▶ _EXTRACTED RECORDS_:
○ ○ ○ ○ ○

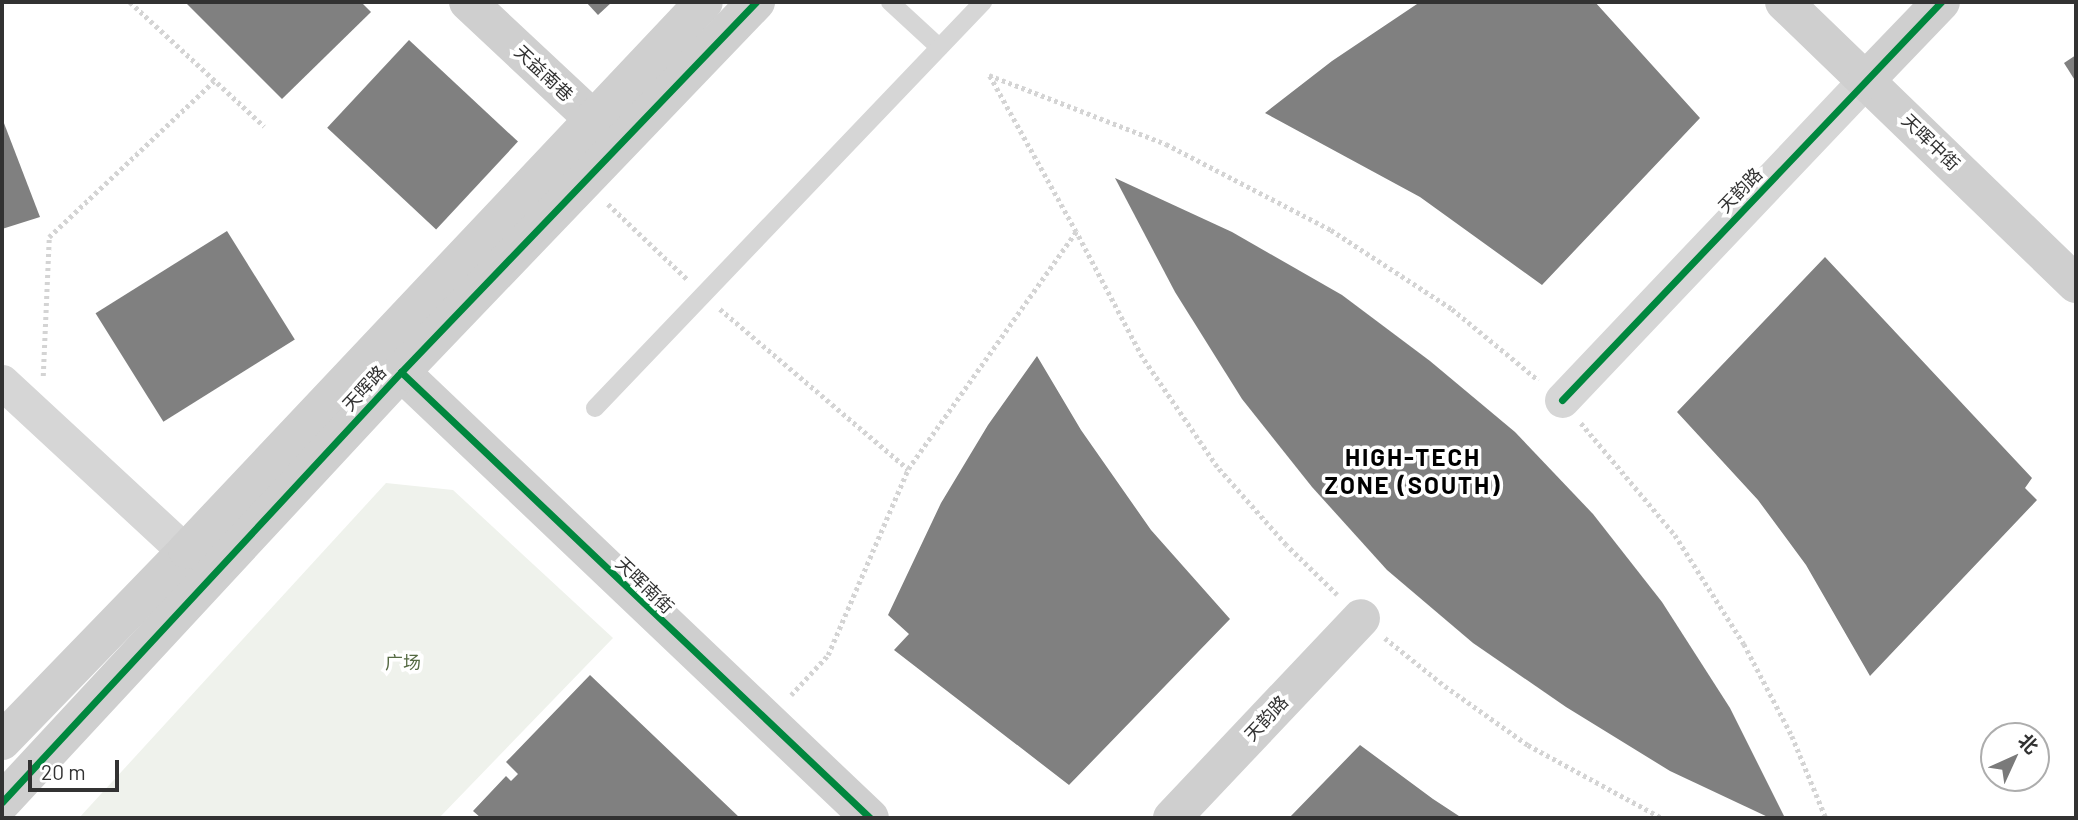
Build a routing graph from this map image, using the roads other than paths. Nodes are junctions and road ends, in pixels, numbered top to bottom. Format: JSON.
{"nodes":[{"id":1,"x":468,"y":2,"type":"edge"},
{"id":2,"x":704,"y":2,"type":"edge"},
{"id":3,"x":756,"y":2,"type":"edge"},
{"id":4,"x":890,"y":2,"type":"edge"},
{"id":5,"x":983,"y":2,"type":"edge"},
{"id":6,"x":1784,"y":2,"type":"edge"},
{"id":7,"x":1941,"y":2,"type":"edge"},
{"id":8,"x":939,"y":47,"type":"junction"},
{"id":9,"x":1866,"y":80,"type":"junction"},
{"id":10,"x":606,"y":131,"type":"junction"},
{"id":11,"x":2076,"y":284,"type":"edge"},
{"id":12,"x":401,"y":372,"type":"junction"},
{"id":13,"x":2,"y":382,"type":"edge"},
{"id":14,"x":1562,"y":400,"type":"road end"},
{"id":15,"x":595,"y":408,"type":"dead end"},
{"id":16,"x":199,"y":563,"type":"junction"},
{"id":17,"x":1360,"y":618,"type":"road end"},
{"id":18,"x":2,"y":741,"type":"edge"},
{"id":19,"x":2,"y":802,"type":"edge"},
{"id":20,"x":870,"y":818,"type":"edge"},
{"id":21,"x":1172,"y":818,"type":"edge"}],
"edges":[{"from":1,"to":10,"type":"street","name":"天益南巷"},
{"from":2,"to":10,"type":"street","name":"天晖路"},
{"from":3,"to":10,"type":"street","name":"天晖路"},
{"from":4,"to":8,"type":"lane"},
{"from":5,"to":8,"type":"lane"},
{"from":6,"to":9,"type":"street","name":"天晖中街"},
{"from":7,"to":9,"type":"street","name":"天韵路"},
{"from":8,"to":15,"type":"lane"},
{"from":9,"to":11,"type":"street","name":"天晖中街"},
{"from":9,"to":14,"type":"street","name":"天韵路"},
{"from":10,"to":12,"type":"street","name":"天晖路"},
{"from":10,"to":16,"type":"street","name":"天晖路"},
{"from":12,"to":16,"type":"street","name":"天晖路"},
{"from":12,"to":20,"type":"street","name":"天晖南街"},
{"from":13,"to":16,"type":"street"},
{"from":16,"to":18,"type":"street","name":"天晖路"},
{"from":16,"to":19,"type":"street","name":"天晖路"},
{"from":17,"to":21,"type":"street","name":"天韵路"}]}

○ ○ ○ ○ ○

▶ _WORK REQUEST_:
If a line of the records holds the word "lane", count it; report only the total.

▶ _FINISHED TASK_:
3